= Development testing =

Development testing is a software development process that involves synchronized application of a broad spectrum of defect prevention and detection strategies in order to reduce software development risks, time, and costs.

Depending on the organization's expectations for software development, development testing might include static code analysis, data flow analysis, metrics analysis, peer code reviews, unit testing, code coverage analysis, traceability, and other software verification practices.

==Overview==

Development testing is performed by the software developer or engineer during the construction phase of the software development lifecycle.

Rather than replace traditional QA focuses, it augments it.
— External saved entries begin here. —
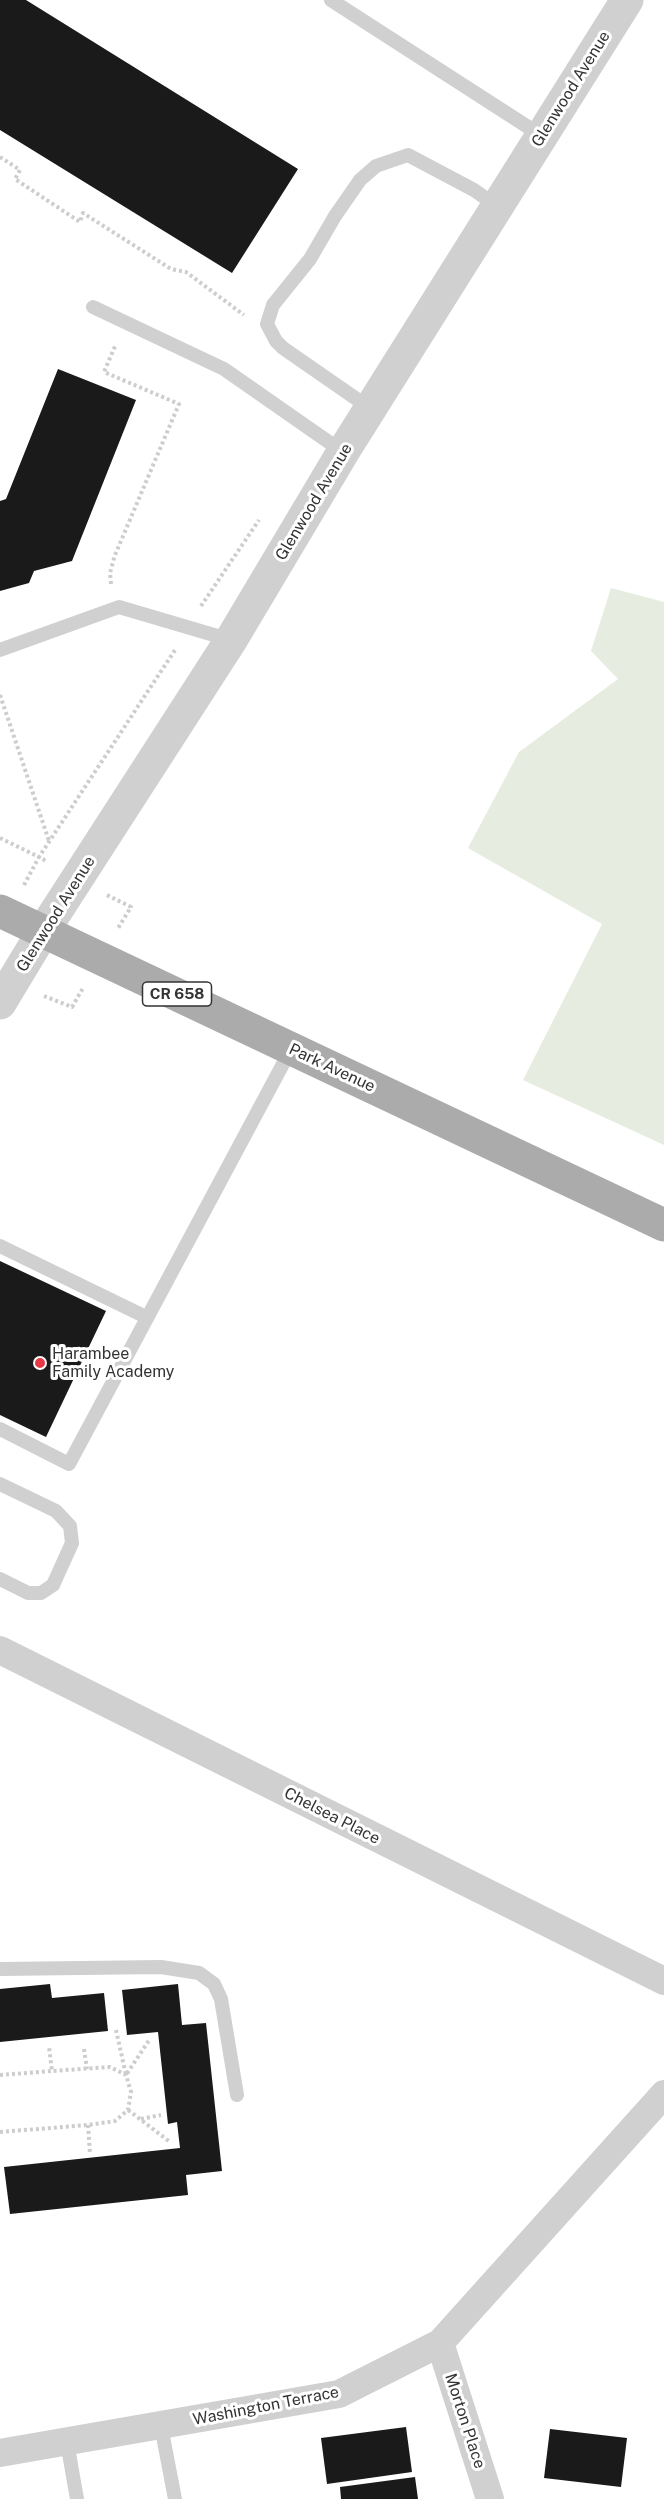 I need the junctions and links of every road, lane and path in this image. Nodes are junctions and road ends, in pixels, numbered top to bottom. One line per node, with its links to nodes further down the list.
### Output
1 (331, 0): 3 (lane)
2 (627, 0): 3 (street, Glenwood Avenue)
3 (542, 136): 5 (street, Glenwood Avenue)
4 (0, 157): 7 (path)
5 (497, 206): 9 (street, Glenwood Avenue); 9 (lane)
6 (93, 307): 8 (lane)
7 (250, 307)
8 (125, 321): 10 (lane); 11 (path)
9 (371, 409): 10 (street, Glenwood Avenue)
10 (343, 452): 13 (street, Glenwood Avenue)
11 (119, 607): 12 (lane); 14 (lane)
12 (189, 628): 13 (lane); 17 (path)
13 (231, 640): 19 (street, Glenwood Avenue)
14 (0, 650)
15 (0, 695): 17 (path)
16 (0, 838): 17 (path)
17 (49, 842)
18 (0, 911): 19 (main road, Park Avenue / CR 658)
19 (44, 930): 20 (street, Glenwood Avenue); 21 (main road, Park Avenue / CR 658)
20 (0, 1003)
21 (291, 1049): 22 (main road, Park Avenue / CR 658); 24 (lane)
22 (664, 1225)
23 (0, 1246): 24 (lane)
24 (146, 1317): 25 (lane)
25 (0, 1429)
26 (0, 1484): 27 (lane)
27 (0, 1579)
28 (0, 1650): 30 (street, Chelsea Place)
29 (0, 1970): 40 (lane)
30 (664, 1982)
31 (116, 2030): 38 (path)
32 (150, 2039): 38 (path)
33 (49, 2048): 36 (path)
34 (84, 2049): 35 (path)
35 (87, 2069): 36 (path); 38 (path)
36 (52, 2071): 37 (path)
37 (0, 2075)
38 (126, 2076): 41 (path)
39 (664, 2094): 48 (street, Washington Terrace)
40 (237, 2095)
41 (128, 2110): 43 (path); 44 (path)
42 (161, 2115): 43 (path)
43 (140, 2119): 46 (path)
44 (88, 2125): 45 (path); 47 (path)
45 (0, 2132)
46 (170, 2142)
47 (90, 2154)
48 (440, 2343): 49 (street, Washington Terrace); 54 (street, Morton Place)
49 (161, 2426): 50 (street, Washington Terrace); 53 (lane)
50 (67, 2442): 51 (street, Washington Terrace); 52 (lane)
51 (0, 2453)
52 (77, 2499)
53 (175, 2499)
54 (490, 2499)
Development testing aims to eliminate construction errors before code is promoted to QA; this strategy is intended to increase the quality of the resulting software as well as the efficiency of the overall development and QA process.

==Purposes and benefits==
Development testing is applied for the following main purposes:

- Quality assurance—To improve the overall development and test process by building quality and security into the software (rather than trying to test defects/vulnerabilities out).
- Industry or Regulatory Compliance—To achieve compliance with industry or regulatory compliance initiatives (e.g.., FDA, IEC 62304, DO-178B, DO-178C, ISO 26262, IEC 61508, etc.) that commonly require strict risk reduction as well as bidirectional requirements traceability (e.g., between requirements, tests, code reviews, source code, defects, tasks, etc.)

VDC research reports that the standardized implementation of development testing processes within an overarching standardized process not only improves software quality (by aligning development activities with proven best practices) but also increases project predictability. voke research reports that development testing makes software more predictable, traceable, visible, and transparent throughout the software development lifecycle.

==Key principles==

In each of the above applications, development testing starts by defining policies that express the organization's expectations for reliability, security, performance, and regulatory compliance. Then, after the team is trained on these policies, development testing practices are implemented to align software development activities with these policies. These development testing practices include:

- Practices that prevent as many defects as possible through a Deming-inspired approach that promotes reducing the opportunity for error via root cause analysis.
- Practices that expose defects immediately after they are introduced—when finding and fixing defects is fastest, easiest, and cheapest.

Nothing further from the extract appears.